Like adjectives, pronouns must agree in gender, case, and number with the nouns they refer to, as in the following, where hic is masculine agreeing with amor, but haec is feminine, agreeing with patria:
hic amor, haec patria est = this is my love, this my country

There is no indefinite article or definite article (the, a, an). Sometimes the weak determiner is, ea, id (English "that, this") can serve for the definite article:

Persuāsīt populō ut eā pecūniā classis aedificārētur
"He persuaded the people that a fleet should be built with the money (with that money)"

==Adverbs==
Adverbs modify verbs, adjectives and other adverbs by indicating time, place or manner. Latin adverbs are indeclinable and invariable. Like adjectives, adverbs have positive, comparative and superlative forms.

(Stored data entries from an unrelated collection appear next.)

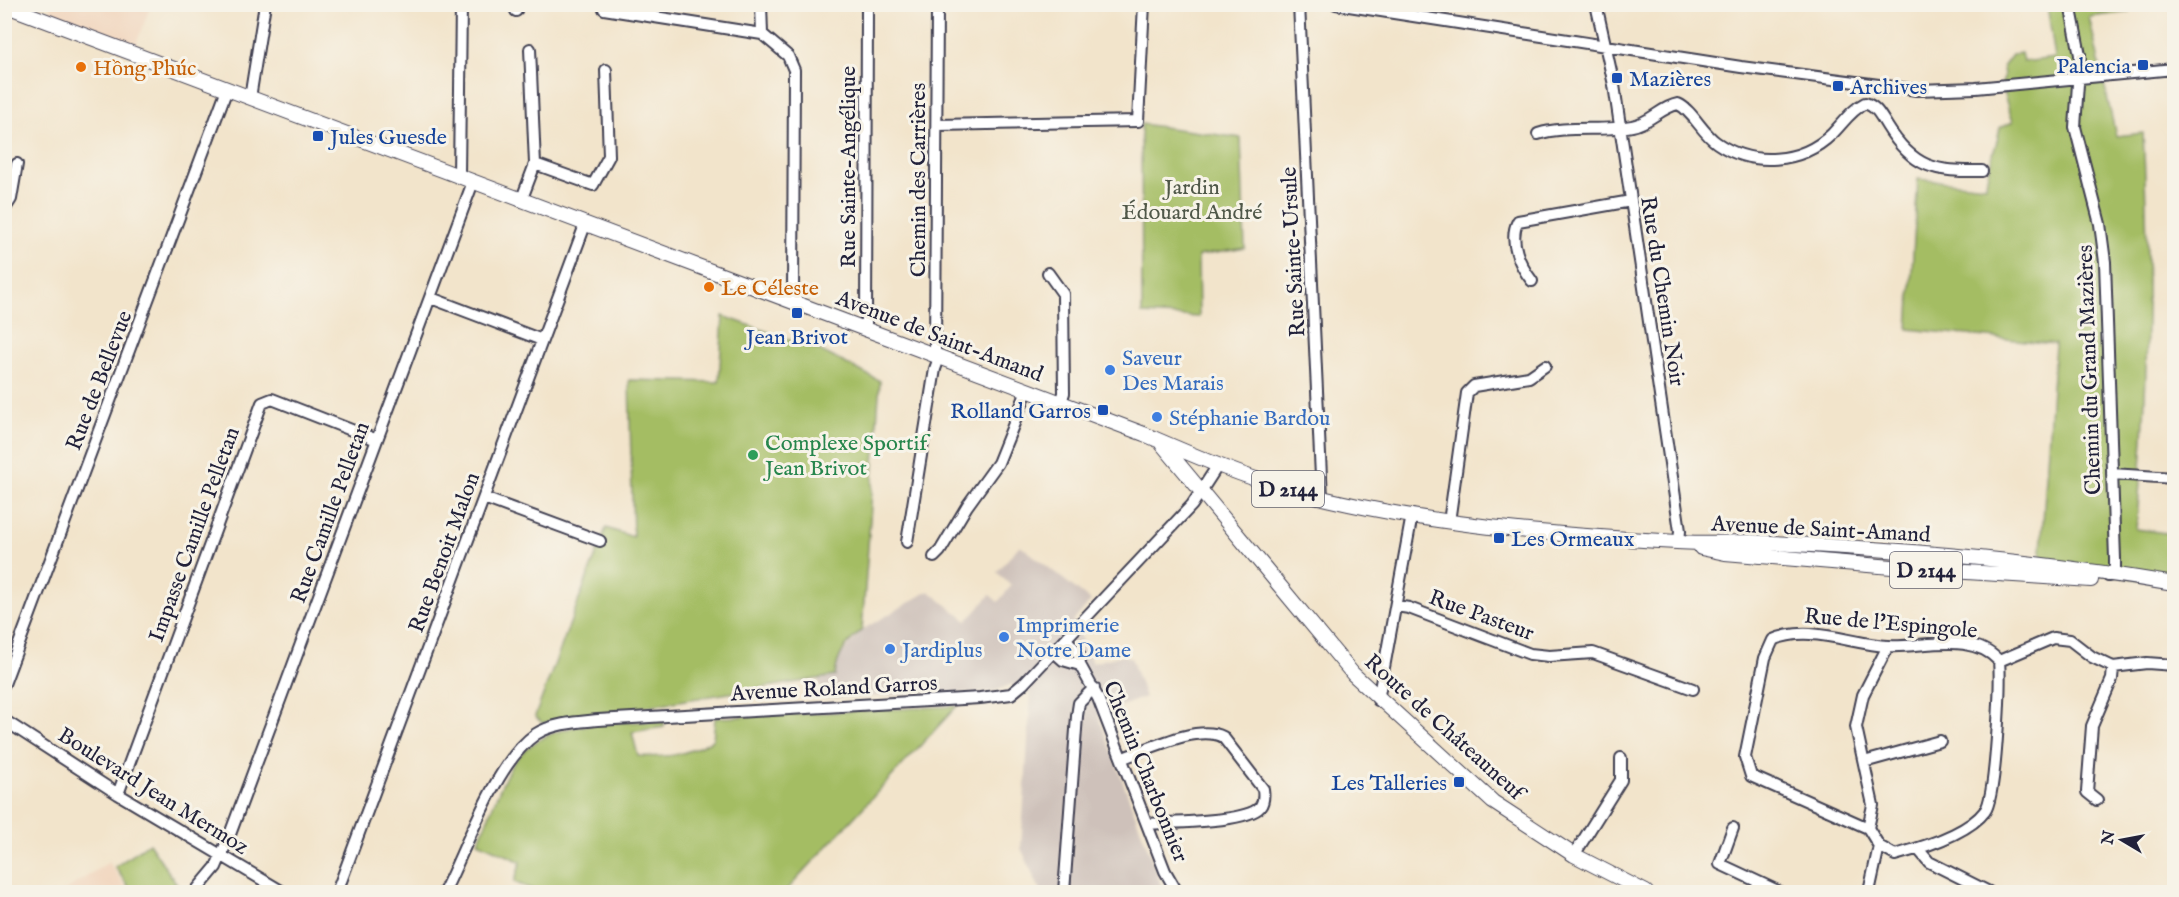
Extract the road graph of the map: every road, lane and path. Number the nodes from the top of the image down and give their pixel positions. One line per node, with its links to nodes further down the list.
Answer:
1 (265, 4): 22 (street)
2 (461, 4): 30 (street)
3 (761, 4): 14 (street)
4 (867, 4): 40 (street, Rue Sainte-Angélique)
5 (937, 4): 24 (street, Chemin des Carrières)
6 (1144, 4): 24 (street)
7 (1299, 4): 53 (street, Rue Sainte-Ursule)
8 (1336, 4): 15 (street)
9 (1596, 4): 15 (street)
10 (2070, 4): 19 (street, Chemin du Grand Mazières)
11 (4, 6): 21 (main road, Avenue de Saint-Amand)
12 (627, 8): 13 (street); 14 (street)
13 (604, 9)
14 (762, 34): 39 (street)
15 (1605, 46): 20 (street); 25 (street, Rue du Chemin Noir)
16 (530, 49): 28 (street)
17 (2175, 69): 19 (street)
18 (606, 70): 28 (street)
19 (2078, 80): 20 (street); 49 (street, Chemin du Grand Mazières)
20 (1870, 84): 23 (street)
21 (228, 89): 22 (main road, Avenue de Saint-Amand); 74 (street, Rue de Bellevue)
22 (250, 98): 30 (main road, Avenue de Saint-Amand)
23 (1868, 104): 25 (street); 29 (street)
24 (938, 125): 42 (street, Chemin des Carrières)
25 (1619, 128): 26 (street); 33 (street, Rue du Chemin Noir)
26 (1538, 134)
27 (17, 164): 34 (street)
28 (534, 164): 32 (street)
29 (1982, 171)
30 (459, 176): 31 (main road, Avenue de Saint-Amand)
31 (473, 182): 32 (main road, Avenue de Saint-Amand); 38 (street, Rue Camille Pelletan)
32 (522, 201): 35 (main road, Avenue de Saint-Amand)
33 (1631, 201): 37 (street); 58 (street, Rue du Chemin Noir)
34 (4, 210)
35 (585, 225): 39 (main road, Avenue de Saint-Amand); 41 (street, Rue Benoit Malon)
36 (1048, 273): 45 (street)
37 (1532, 281)
38 (430, 298): 41 (street); 46 (street, Rue Camille Pelletan)
39 (793, 301): 40 (main road, Avenue de Saint-Amand)
40 (866, 330): 42 (main road, Avenue de Saint-Amand)
41 (542, 340): 52 (street, Rue Benoit Malon)
42 (937, 357): 44 (main road, Avenue de Saint-Amand); 57 (street, Chemin des Carrières)
43 (1545, 366): 55 (street)
44 (1027, 391): 45 (main road, Avenue de Saint-Amand); 60 (street)
45 (1061, 402): 47 (main road, Avenue de Saint-Amand)
46 (377, 440): 83 (street, Impasse Camille Pelletan); 90 (street, Rue Camille Pelletan)
47 (1158, 440): 48 (main road, Avenue de Saint-Amand / D 2144); 51 (main road, Route de Châteauneuf)
48 (1218, 465): 51 (street, Avenue Roland Garros); 53 (main road, Avenue de Saint-Amand / D 2144)
49 (2112, 474): 50 (street); 63 (street, Chemin du Grand Mazières)
50 (2175, 478)
51 (1201, 494): 67 (street, Avenue Roland Garros); 77 (main road, Route de Châteauneuf)
52 (484, 498): 56 (street); 94 (street, Rue Benoit Malon)
53 (1322, 498): 54 (main road, Avenue de Saint-Amand / D 2144)
54 (1412, 515): 55 (main road, Avenue de Saint-Amand / D 2144); 66 (street)
55 (1449, 522): 58 (main road, Avenue de Saint-Amand / D 2144)
56 (600, 541)
57 (907, 542)
58 (1679, 542): 59 (main road, Avenue de Saint-Amand / D 2144); 62 (main road, Avenue de Saint-Amand / D 2144)
59 (1906, 552): 61 (main road, Avenue de Saint-Amand / D 2144); 62 (main road)
60 (934, 557)
61 (1968, 565): 62 (main road, Avenue de Saint-Amand / D 2144); 63 (main road, Avenue de Saint-Amand / D 2144); 64 (main road, Avenue de Saint-Amand / D 2144)
62 (1904, 568)
63 (2115, 574): 64 (street); 65 (main road, Avenue de Saint-Amand / D 2144)
64 (2095, 580): 65 (main road, Avenue de Saint-Amand / D 2144)
65 (2175, 585)
66 (1396, 606): 76 (street, Rue Pasteur); 77 (street)
67 (1066, 639): 69 (street, Avenue Roland Garros); 71 (street, Chemin Charbonnier)
68 (1888, 646): 70 (street, Rue de l'Espingole); 82 (street); 87 (street, Rue de l'Espingole)
69 (1054, 652): 71 (street, Chemin Charbonnier); 95 (street, Avenue Roland Garros)
70 (2000, 660): 73 (street); 89 (street, Rue de l'Espingole)
71 (1080, 665): 75 (street, Chemin Charbonnier)
72 (2175, 665): 73 (street)
73 (2113, 667): 84 (street)
74 (4, 684)
75 (1094, 688): 80 (street, Chemin Charbonnier); 96 (street)
76 (1693, 689)
77 (1378, 700): 91 (main road, Route de Châteauneuf)
78 (4, 720): 83 (street, Boulevard Jean Mermoz)
79 (1940, 741): 82 (street)
80 (1123, 758): 85 (street, Chemin Charbonnier); 85 (street)
81 (1621, 758): 91 (street)
82 (1864, 762): 87 (street)
83 (118, 794): 90 (street, Boulevard Jean Mermoz)
84 (2097, 800)
85 (1148, 824): 97 (street, Chemin Charbonnier)
86 (1733, 828): 99 (street)
87 (1868, 828): 88 (street)
88 (1879, 846): 89 (street, Rue de l'Espingole); 100 (street)
89 (1918, 849): 101 (street)
90 (220, 854): 92 (street, Rue Camille Pelletan); 93 (street, Boulevard Jean Mermoz)
91 (1574, 855): 98 (main road, Route de Châteauneuf)
92 (195, 892)
93 (283, 892)
94 (337, 892)
95 (444, 892)
96 (1064, 892)
97 (1177, 892)
98 (1646, 892)
99 (1780, 892)
100 (1869, 892)
101 (1989, 892)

The positive form of an adverb can often be formed from an adjective by appending the suffix -ē (2nd declension adjectives) or -(t)er (3rd declension adjectives). Thus the adjective clārus, -a, -um, which means "bright", can be contrasted to the adverb clārē, which means "brightly". The adverbial ending -(i)ter is used to form adverbs from 3rd declension adjectives, for example celer "quick", celeriter "quickly". Other endings such as -ō, -e, -tim are also found.

The comparative form of an adverb is the same as the neuter nominative singular form of a comparative adjective and usually ends in -ius. Instead of the adjective clārior, which means "brighter", the adverb is clārius, which means "more brightly".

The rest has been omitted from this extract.